It’s usually $300,000, $400,000, $500,000. I don’t really know exactly what the laws are on it. So that’s part of the word homestead is appropriate there too. And finally this Little House on the Prairie notion of homesteading, which I think is the best, that’s how… when I say homestead, that’s what I mean. It’s this story or this concept of you and your pretty wife, buy a little house, pay cash for it, hopefully. It’s nothing special. Maybe it’s a tiny house even. You living off the grid. You’ve got a garden, maybe it’s one to five acres, you’ve got a garden and a water source and everybody’s happy. And you wreck your life eventually by having a child. What’s that cute little saying… You and me and babies three or something like that.
I just want to jam that down someone’s back down someone’s throat when I hear it.

Jill:
I forgot that one. And that’s weird. Yeah.

Steve:
Because we have teenagers and stuff and that’s not… It didn’t improve our life. Anyway, that’s the third definition of homesteading.

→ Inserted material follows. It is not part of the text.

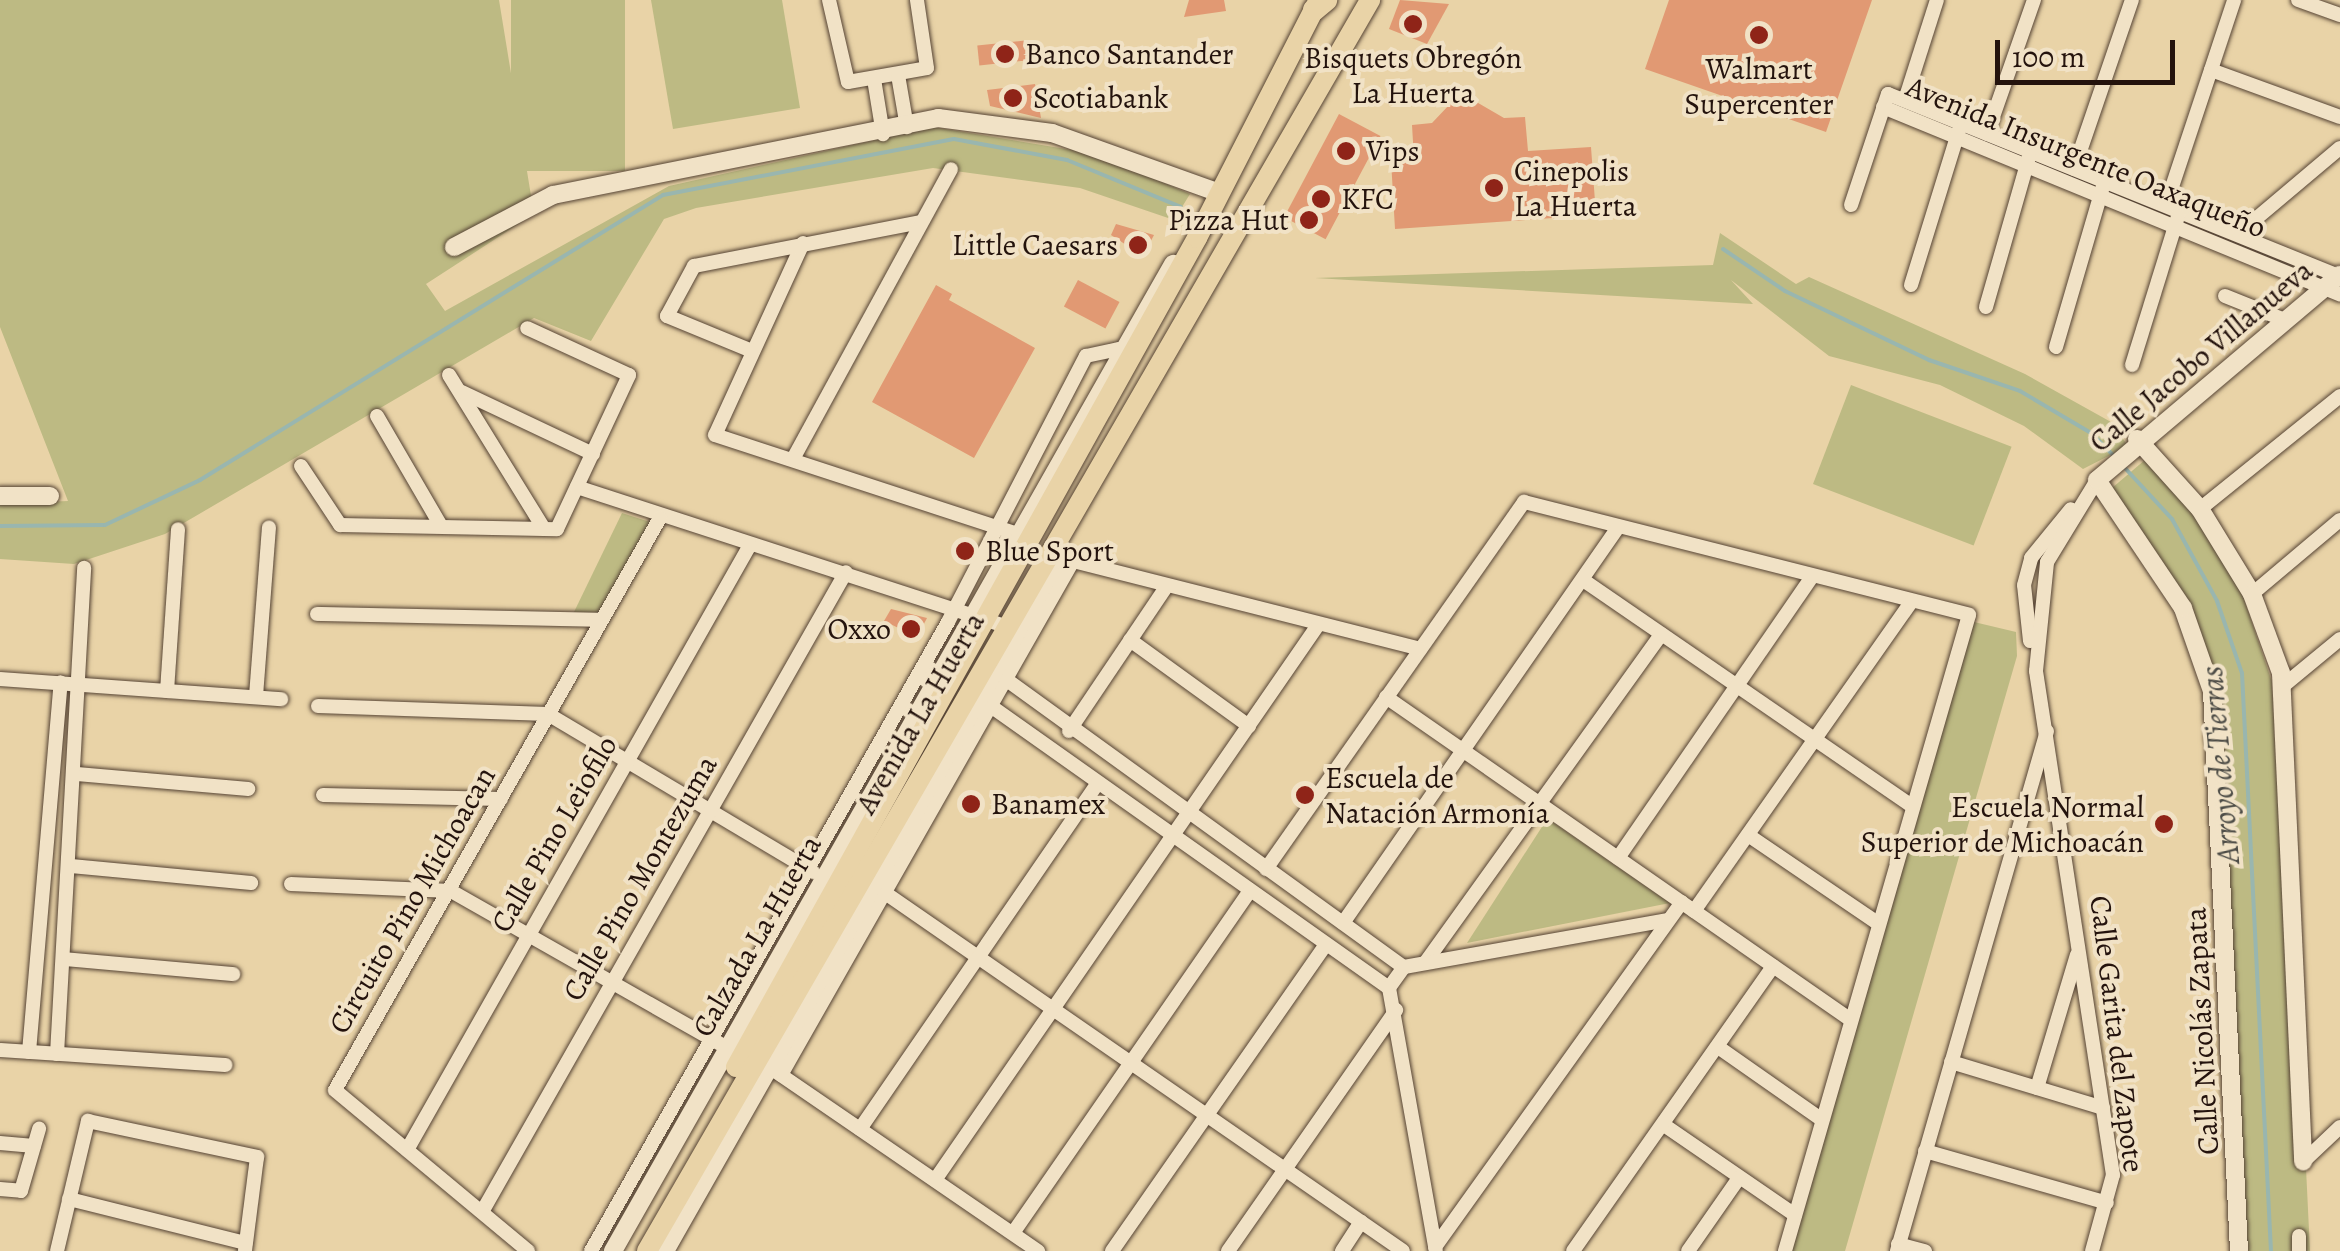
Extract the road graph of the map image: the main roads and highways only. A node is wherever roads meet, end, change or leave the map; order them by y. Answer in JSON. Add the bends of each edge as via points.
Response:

But here’s my real point.

Jill:
Oh good.

Steve:
You cannot [crosstalk 00:15:57]… let me make this crystal clear for everyone. You can not homestead property, government property and get it for free anymore. It’s over. And I hear everyone on the internet. What you can do, here’s the good news, what you can do is do a lot of research and a lot of municipalities are giving away land. They will tax you and they want you to move to their little… If you look it up on Google right now, there’s lists and lists of property that’s free or extremely cheap. And almost all of them come with caveats about time limits to build. What they’re trying to do is entice you to move there and increase their tax base. So there’s cheap ways to get real estate. It’s almost free, but not free. Homesteading is not one of them.

Jill:
Hope that answered the question and happy you could join us today. Every day, Monday through Friday, you can find us right here on the Land Academy Show.

Steve:
The episode on the Land Academy Show tomorrow is called A Quick Land Sale Versus Retail Price. You are not alone in your real estate ambition. Jill wrote that title. What she means is I’ve got a piece of property I paid 30,000 bucks for. I’m going to sell it really fast for 60 or really slow for 90.

Jill:
Right.

Steve:
Which one?

Jill:
We’ll talk about it tomorrow. The Land Academy Show remains commercial free for you, our loyal listener. So wherever you’re watching, wherever you’re listening, please subscribe and rate us there.

Steve:
We are Steve and Jill. Information to buy undervalued property. Wow. Was that preachy?

Jill:
No, no, no, no. It’s all good.

Steve:
Okay.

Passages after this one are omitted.